少し前に妊娠26週の方が治療希望でいらっしゃいました。私は一目見て『このお腹すごく下がっていますね。第一子のときはどんな出産だったのですか?』と伺うと、35週の早産だったとのこと。

24ご実家に帰省され、赤ちゃんが小さかったので鍼灸院にいったところ、”安産のお灸ですから、この三陰交だけお灸しますね”と言われお灸してもらったら、そのあとすぐに陣痛がきてしまい35週での出産になってしまったとのことでした。

この三陰交のお灸が本当の原因か、そうでないのかは厳密には断定は難しいところだと思います。その鍼灸の先生はあなたのお腹をみて下がっているとは言わなかったの?と伺うと、『なにも仰いませんでした』と。じゃあお腹が下がったのは今回だけなのかなあと思い、もう少しお話しを伺うとご自身のお母さんは『お腹が下がっていておかしいよ』と言っていたとのこと。うううーーんと唸ってしまいました。

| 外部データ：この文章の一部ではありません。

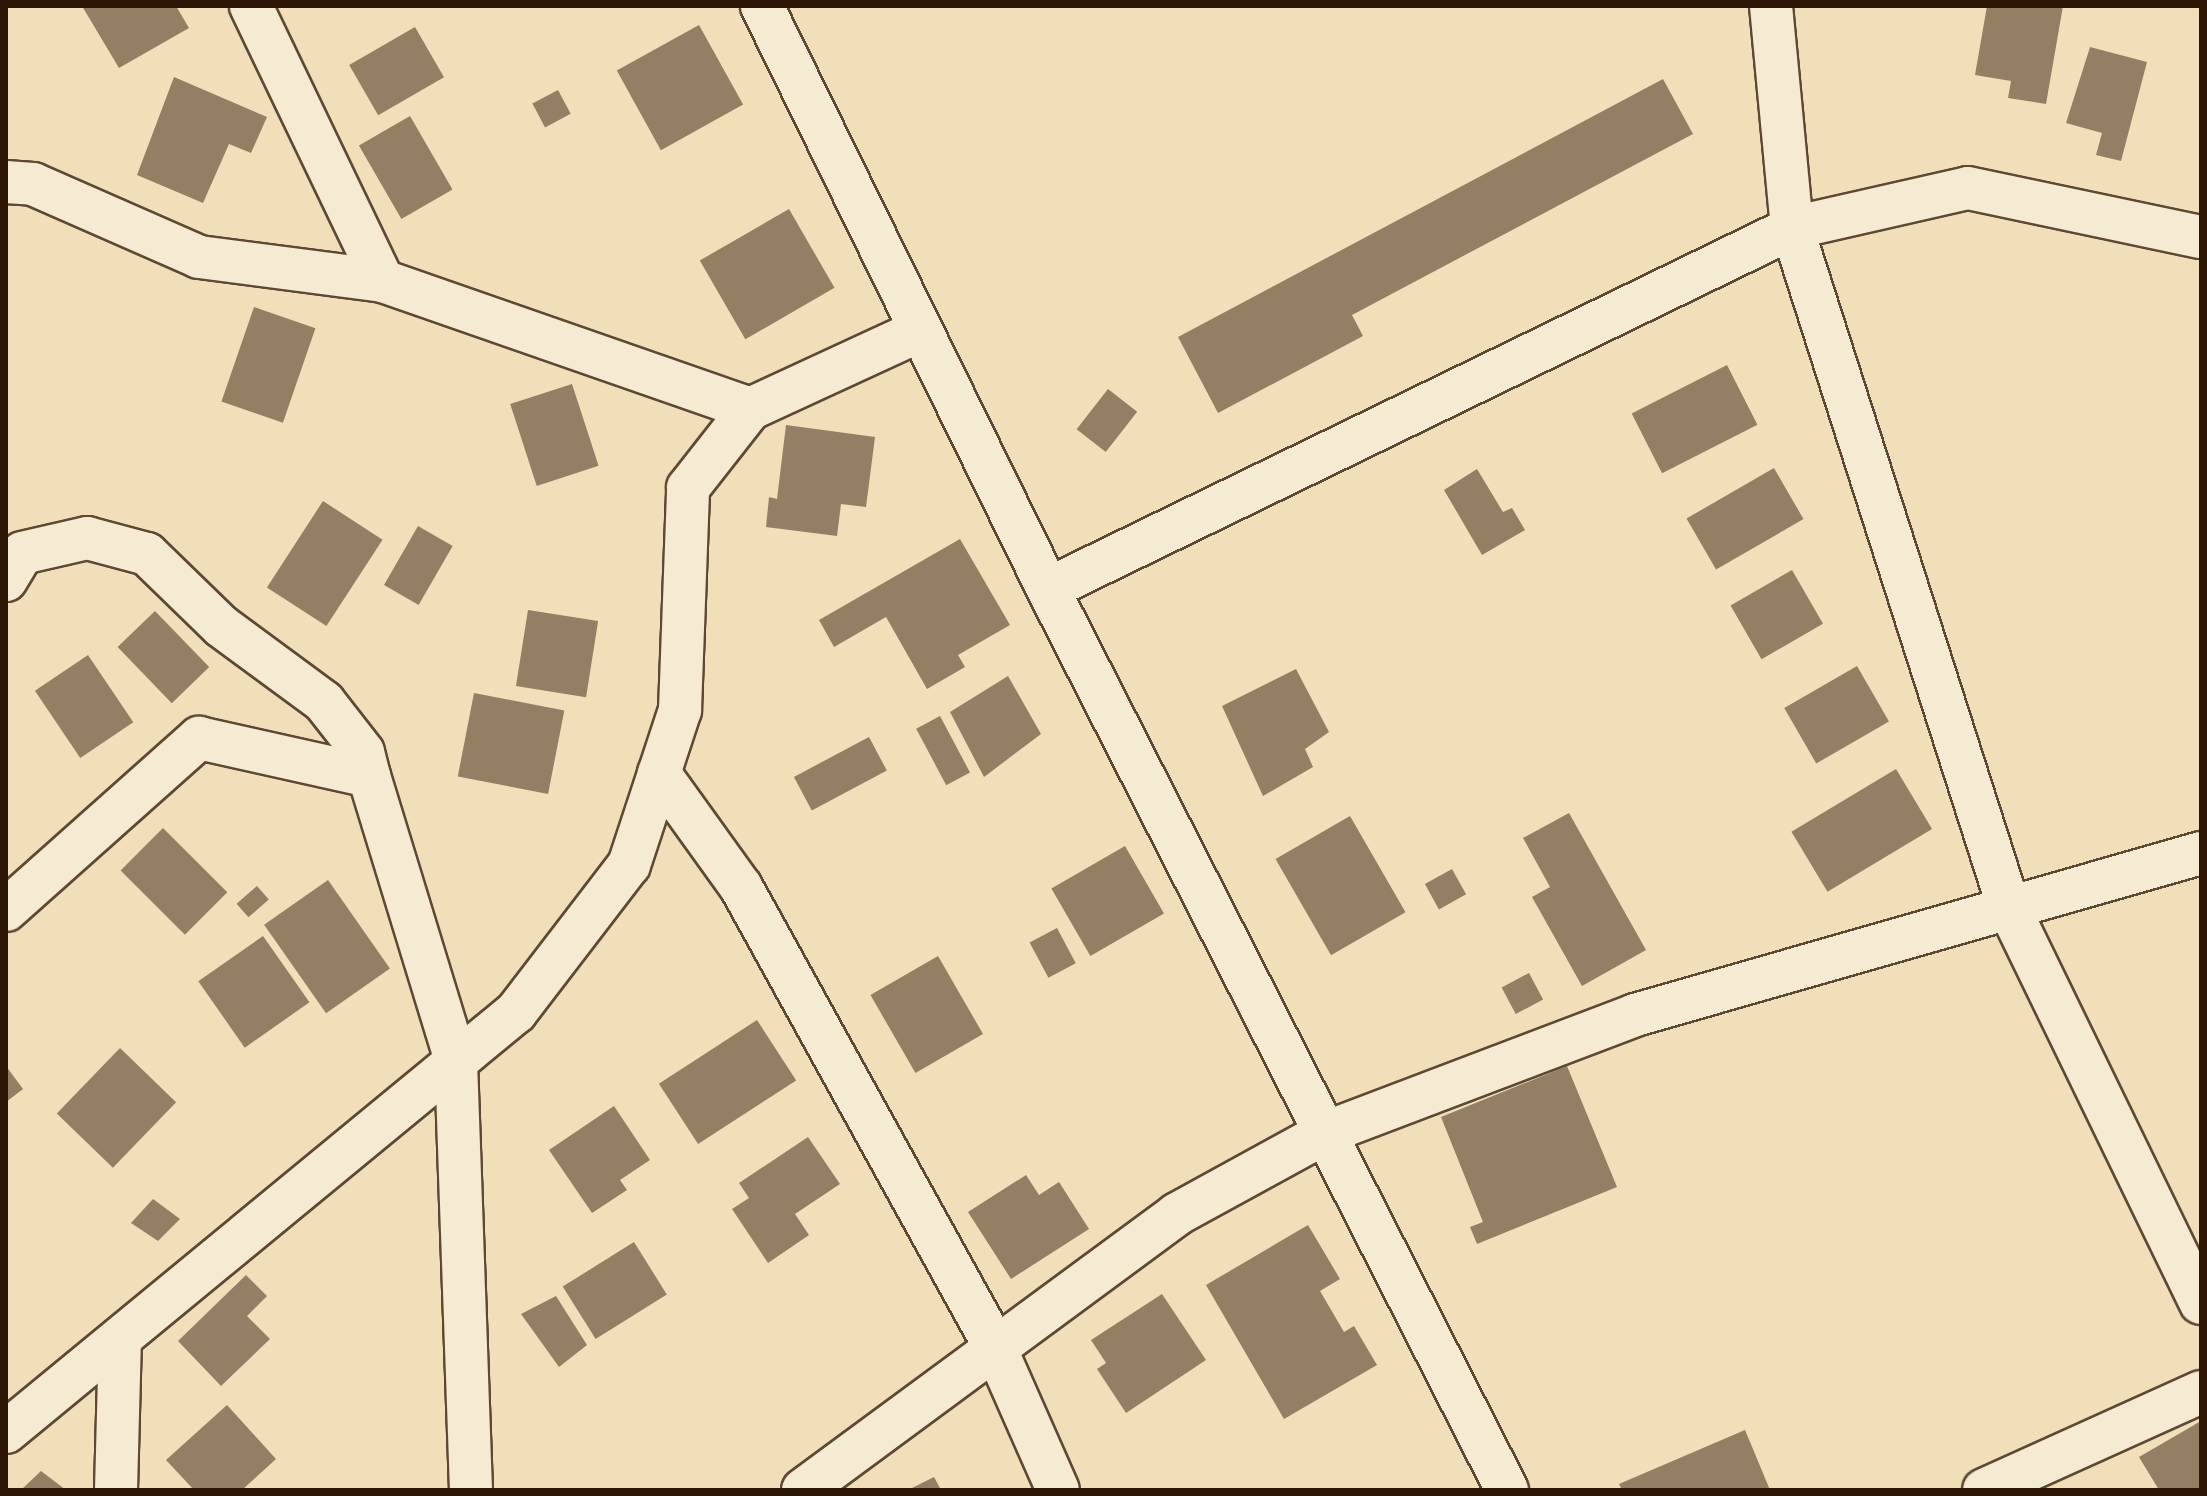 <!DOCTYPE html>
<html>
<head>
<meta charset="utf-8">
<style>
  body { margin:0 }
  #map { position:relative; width:2207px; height:1496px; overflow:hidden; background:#f0dfb9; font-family:"Gentium Book Plus",serif }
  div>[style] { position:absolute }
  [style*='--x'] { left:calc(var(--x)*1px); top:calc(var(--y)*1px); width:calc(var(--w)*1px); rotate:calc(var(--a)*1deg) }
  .building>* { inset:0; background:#937f64; transform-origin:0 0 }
  .roads { filter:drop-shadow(2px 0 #5e4834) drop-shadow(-2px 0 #5e4834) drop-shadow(0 2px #5e4834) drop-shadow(0 -2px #5e4834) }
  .minor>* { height:42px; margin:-21px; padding:0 21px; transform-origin:21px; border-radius:21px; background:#f5ead2 }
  span { translate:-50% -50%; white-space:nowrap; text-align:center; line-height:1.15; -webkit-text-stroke:8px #f5ead2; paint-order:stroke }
  .frame { position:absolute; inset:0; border:8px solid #2e1607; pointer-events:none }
</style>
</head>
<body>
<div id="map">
  <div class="building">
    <div style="clip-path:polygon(82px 6px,176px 6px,189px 28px,119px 68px)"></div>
    <div style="clip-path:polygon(1987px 6px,2063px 6px,2046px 104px,2008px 98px,2011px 81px,1975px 75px)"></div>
    <div style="left:699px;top:25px;width:91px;height:94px;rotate:61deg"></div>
    <div style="left:415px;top:27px;width:58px;height:76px;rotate:60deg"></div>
    <div style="clip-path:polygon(2090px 47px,2147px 62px,2121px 161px,2096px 155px,2102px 133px,2066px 123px)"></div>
    <div style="clip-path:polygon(174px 77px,267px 117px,251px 153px,229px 144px,203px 203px,137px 175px)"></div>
    <div style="clip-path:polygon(1663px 79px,1693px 134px,1352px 315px,1363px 336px,1218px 413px,1178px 337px)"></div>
    <div style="left:558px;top:90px;width:27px;height:29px;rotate:62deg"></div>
    <div style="left:410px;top:116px;width:85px;height:59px;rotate:60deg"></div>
    <div style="left:789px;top:209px;width:91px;height:103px;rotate:60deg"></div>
    <div style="left:254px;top:307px;width:65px;height:100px;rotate:19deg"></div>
    <div style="left:1727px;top:365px;width:67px;height:107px;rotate:63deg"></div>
    <div style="left:572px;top:384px;width:86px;height:65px;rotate:72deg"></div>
    <div style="left:1108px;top:389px;width:37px;height:51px;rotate:38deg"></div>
    <div style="clip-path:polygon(786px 425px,875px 437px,866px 507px,841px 504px,837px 536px,766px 527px,769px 497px,777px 499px)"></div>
    <div style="left:1774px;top:468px;width:59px;height:101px;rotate:60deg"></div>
    <div style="clip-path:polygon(1477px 469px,1503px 512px,1512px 508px,1525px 530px,1482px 555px,1444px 490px)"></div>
    <div style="left:323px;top:501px;width:71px;height:103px;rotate:33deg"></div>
    <div style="left:418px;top:526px;width:40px;height:68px;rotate:30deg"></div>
    <div style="clip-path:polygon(960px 539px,1010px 625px,958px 655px,965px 667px,927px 689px,886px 617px,834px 647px,819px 620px)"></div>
    <div style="left:1792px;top:570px;width:62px;height:71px;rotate:60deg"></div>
    <div style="left:528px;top:610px;width:71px;height:77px;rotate:9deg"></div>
    <div style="left:155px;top:611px;width:78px;height:52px;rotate:46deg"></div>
    <div style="left:88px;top:655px;width:81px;height:64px;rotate:56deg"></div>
    <div style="left:1857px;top:666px;width:64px;height:84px;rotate:60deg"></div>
    <div style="clip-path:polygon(1296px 669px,1329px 732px,1305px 749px,1313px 767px,1263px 796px,1222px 706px)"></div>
    <div style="clip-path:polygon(1008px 676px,1041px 734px,984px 777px,950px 712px)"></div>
    <div style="left:474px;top:693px;width:92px;height:85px;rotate:11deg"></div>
    <div style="left:940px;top:716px;width:64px;height:27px;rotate:62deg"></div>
    <div style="left:869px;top:737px;width:38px;height:85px;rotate:62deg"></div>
    <div style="left:1896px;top:769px;width:70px;height:122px;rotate:59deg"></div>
    <div style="clip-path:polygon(1569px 813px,1646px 950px,1582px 986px,1532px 897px,1550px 887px,1523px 838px)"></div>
    <div style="left:1350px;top:816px;width:111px;height:86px;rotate:60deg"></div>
    <div style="left:163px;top:828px;width:91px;height:60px;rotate:45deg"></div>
    <div style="left:1125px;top:846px;width:78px;height:85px;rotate:60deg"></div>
    <div style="left:1452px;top:869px;width:29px;height:31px;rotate:61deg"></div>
    <div style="left:328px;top:880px;width:108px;height:78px;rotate:55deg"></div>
    <div style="left:257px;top:886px;width:18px;height:27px;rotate:49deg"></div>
    <div style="left:1057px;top:928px;width:40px;height:31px;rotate:62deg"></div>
    <div style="left:263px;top:936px;width:81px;height:79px;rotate:55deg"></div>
    <div style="left:938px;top:956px;width:90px;height:78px;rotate:60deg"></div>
    <div style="left:1529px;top:973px;width:30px;height:31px;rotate:62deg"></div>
    <div style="left:757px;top:1020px;width:72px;height:117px;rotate:57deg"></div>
    <div style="left:120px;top:1048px;width:78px;height:91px;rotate:44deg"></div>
    <div style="clip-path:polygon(6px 1066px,23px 1089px,6px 1102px)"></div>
    <div style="clip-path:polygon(1567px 1066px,1617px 1187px,1477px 1244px,1470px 1227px,1483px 1222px,1441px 1117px)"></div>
    <div style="clip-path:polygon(614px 1106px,650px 1160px,620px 1180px,627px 1190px,592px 1213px,549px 1150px)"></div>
    <div style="clip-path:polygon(808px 1137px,840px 1184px,795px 1214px,809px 1235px,768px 1263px,732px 1209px,749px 1198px,739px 1183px)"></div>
    <div style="clip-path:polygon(1026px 1175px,1039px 1195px,1059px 1182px,1089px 1229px,1011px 1279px,968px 1212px)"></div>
    <div style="clip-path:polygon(153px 1199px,180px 1219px,158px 1241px,131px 1223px)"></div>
    <div style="clip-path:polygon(1308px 1225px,1340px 1279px,1320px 1291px,1344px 1332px,1354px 1326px,1377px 1365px,1284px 1419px,1206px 1285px)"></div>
    <div style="left:634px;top:1242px;width:62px;height:84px;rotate:58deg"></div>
    <div style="clip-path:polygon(246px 1275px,267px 1296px,247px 1316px,270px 1339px,221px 1386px,178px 1341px)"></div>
    <div style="clip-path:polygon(1162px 1294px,1206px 1360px,1126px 1413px,1097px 1369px,1106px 1363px,1091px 1340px)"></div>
    <div style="clip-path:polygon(556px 1296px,587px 1345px,559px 1367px,521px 1314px)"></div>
    <div style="clip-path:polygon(227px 1405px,276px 1459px,242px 1490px,194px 1490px,166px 1460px)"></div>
    <div style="clip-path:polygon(2201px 1421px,2201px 1490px,2159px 1490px,2139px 1457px)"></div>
    <div style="clip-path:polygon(1745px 1430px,1770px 1490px,1622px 1490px,1619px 1484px)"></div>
    <div style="clip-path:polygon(41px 1471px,66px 1490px,21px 1490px)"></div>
    <div style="clip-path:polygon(934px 1477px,941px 1490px,908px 1490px)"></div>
  </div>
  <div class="roads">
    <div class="minor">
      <div style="--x:251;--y:6;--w:305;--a:64.4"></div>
      <div style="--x:383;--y:281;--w:389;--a:19.2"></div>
      <div style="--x:762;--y:6;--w:649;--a:63.87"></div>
      <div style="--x:1048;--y:589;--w:1011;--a:63"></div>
      <div style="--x:1771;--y:6;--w:223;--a:84.6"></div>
      <div style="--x:1792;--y:228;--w:714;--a:72.3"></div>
      <div style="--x:2009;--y:908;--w:439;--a:64.1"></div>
      <div style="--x:6;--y:182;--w:27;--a:4"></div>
      <div style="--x:33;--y:184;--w:181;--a:23.7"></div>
      <div style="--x:199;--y:257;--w:186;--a:7.4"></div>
      <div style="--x:6;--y:580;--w:31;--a:-59"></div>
      <div style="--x:22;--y:553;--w:67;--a:-13"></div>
      <div style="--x:87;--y:538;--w:62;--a:14.9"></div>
      <div style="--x:147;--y:554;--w:103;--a:44.2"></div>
      <div style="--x:221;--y:626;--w:128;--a:36.4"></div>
      <div style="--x:324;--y:702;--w:63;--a:52"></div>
      <div style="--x:363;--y:752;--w:25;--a:76"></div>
      <div style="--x:1048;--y:589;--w:827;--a:-25.88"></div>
      <div style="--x:1792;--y:228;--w:180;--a:-12.8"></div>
      <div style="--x:1968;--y:188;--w:238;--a:11.9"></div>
      <div style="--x:659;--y:773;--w:140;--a:54.3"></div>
      <div style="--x:741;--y:887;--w:523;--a:61.08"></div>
      <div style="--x:994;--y:1345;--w:158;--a:66.2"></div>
      <div style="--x:6;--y:910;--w:259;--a:-41.7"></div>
      <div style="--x:199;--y:738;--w:174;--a:12.6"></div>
      <div style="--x:369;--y:776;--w:298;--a:73"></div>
      <div style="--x:456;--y:1061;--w:429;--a:88"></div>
      <div style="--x:6;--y:1432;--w:661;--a:-39.47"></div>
      <div style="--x:516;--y:1012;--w:185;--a:-52.5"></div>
      <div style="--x:629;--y:865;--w:163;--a:-71.8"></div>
      <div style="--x:680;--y:710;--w:222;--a:-87.9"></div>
      <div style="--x:688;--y:488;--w:100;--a:-51.9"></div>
      <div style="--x:750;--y:409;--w:188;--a:-24.8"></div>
      <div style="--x:116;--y:1490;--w:151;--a:-88.5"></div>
      <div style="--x:803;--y:1490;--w:465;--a:-36.4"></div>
      <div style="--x:1177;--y:1214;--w:169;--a:-28.7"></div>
      <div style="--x:1325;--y:1133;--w:332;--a:-20.8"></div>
      <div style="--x:1635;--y:1015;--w:589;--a:-15.97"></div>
      <div style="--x:1984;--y:1490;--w:238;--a:-24.3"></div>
    </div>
  </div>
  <div class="frame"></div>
</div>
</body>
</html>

その鍼灸の先生がどういう判断で安産のお灸として三陰交を使ったのか私には理解できません。全身をみてお腹の状態も見れる範囲でみて、施術そのものが適応であるのかないのか判断した上で経穴を使い施術すべきではないかと私は強く思います。その方のお身体も拝見しないうちに、なんらかの経穴、たとえば三陰交などを安産のお灸として提唱することに私は大きな疑問を感じます。

三陰交は安産のお灸とはいえません。